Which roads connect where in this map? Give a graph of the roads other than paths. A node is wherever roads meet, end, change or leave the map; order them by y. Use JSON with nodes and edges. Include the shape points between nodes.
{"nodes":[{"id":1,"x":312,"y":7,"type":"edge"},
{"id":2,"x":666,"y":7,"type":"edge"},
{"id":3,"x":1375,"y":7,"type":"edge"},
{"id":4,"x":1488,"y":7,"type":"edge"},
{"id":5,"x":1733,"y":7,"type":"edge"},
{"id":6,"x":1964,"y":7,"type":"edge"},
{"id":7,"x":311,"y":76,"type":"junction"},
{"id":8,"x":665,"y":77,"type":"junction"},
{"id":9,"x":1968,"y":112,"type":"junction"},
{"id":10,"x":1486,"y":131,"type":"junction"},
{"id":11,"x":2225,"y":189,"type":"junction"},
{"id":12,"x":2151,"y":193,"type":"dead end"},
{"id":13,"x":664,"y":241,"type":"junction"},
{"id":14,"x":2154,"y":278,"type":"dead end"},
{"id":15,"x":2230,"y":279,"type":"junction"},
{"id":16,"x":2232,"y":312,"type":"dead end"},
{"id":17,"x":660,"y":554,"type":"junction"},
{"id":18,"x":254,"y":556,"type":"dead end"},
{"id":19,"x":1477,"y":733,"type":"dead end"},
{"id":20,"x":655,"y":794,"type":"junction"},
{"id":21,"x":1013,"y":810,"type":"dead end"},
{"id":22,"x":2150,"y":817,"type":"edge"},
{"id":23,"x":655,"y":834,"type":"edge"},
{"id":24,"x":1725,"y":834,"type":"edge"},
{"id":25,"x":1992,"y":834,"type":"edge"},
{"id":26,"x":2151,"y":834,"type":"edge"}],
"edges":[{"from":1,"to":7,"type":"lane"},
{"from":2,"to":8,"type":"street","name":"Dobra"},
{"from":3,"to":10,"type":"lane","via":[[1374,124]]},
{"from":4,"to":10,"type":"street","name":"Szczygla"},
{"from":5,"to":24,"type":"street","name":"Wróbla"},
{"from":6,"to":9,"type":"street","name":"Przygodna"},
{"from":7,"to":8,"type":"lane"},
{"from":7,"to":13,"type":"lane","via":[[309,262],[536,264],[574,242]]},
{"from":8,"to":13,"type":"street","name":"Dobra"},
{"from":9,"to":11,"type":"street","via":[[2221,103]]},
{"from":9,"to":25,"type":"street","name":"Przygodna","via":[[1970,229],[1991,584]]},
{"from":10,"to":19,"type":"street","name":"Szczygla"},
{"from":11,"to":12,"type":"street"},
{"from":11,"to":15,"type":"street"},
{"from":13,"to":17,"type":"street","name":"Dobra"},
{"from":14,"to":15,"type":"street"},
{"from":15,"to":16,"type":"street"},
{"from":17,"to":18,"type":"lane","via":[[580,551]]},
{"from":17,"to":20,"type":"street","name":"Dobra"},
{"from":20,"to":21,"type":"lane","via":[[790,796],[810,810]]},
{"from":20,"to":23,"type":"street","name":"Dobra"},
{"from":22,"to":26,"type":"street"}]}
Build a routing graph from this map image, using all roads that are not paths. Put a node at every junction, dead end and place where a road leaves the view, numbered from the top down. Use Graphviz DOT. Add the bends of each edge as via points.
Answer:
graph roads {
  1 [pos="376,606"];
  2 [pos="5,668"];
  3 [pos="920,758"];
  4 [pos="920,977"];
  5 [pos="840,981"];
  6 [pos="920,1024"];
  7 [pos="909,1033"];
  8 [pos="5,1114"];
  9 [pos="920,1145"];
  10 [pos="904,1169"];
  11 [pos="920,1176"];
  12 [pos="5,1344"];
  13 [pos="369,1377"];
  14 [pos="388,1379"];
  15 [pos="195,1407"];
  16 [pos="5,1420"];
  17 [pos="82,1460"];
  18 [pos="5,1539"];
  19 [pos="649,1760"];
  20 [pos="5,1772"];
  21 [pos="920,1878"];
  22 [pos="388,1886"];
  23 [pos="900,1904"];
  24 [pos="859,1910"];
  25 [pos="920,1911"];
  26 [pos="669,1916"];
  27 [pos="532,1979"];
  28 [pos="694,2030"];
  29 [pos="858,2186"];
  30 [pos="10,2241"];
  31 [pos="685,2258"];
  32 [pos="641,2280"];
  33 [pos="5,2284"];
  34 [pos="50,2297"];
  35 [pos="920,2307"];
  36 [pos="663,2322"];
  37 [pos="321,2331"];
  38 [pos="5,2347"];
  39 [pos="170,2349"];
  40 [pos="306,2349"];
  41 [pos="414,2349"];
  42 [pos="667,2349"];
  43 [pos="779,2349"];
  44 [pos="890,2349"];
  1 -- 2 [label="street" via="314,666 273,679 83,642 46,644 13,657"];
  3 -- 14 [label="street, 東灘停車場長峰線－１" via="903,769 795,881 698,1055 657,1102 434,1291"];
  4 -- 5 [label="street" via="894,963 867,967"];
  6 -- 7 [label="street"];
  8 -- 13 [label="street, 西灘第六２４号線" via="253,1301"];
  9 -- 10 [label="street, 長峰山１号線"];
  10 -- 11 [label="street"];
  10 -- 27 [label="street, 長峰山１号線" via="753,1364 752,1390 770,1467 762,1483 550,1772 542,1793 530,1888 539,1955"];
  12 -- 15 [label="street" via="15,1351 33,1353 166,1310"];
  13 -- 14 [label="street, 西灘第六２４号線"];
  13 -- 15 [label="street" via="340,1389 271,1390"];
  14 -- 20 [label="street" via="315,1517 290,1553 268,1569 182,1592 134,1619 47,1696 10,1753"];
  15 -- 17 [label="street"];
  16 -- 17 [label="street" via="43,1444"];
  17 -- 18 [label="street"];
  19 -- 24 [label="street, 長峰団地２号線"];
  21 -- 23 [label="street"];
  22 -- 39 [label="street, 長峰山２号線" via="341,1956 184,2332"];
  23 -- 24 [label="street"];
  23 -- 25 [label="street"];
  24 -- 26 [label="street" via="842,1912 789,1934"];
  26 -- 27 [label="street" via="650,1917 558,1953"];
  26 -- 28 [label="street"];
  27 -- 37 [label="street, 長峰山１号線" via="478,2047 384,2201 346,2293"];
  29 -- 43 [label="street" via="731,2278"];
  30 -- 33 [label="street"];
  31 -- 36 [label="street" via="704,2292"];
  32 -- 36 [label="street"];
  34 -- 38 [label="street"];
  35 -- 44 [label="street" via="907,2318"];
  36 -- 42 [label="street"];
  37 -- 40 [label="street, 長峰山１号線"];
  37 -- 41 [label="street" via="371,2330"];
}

> WORK TASK:
Which lines in the records above contain the string "nodes"? Copy them.

> OUTPUT OF THE TASK:
Which roads connect where in this map? Give a graph of the roads other than paths. A node is wherever roads meet, end, change or leave the map; order them by y. Use JSON with nodes and edges. Include the shape points between nodes.
{"nodes":[{"id":1,"x":312,"y":7,"type":"edge"},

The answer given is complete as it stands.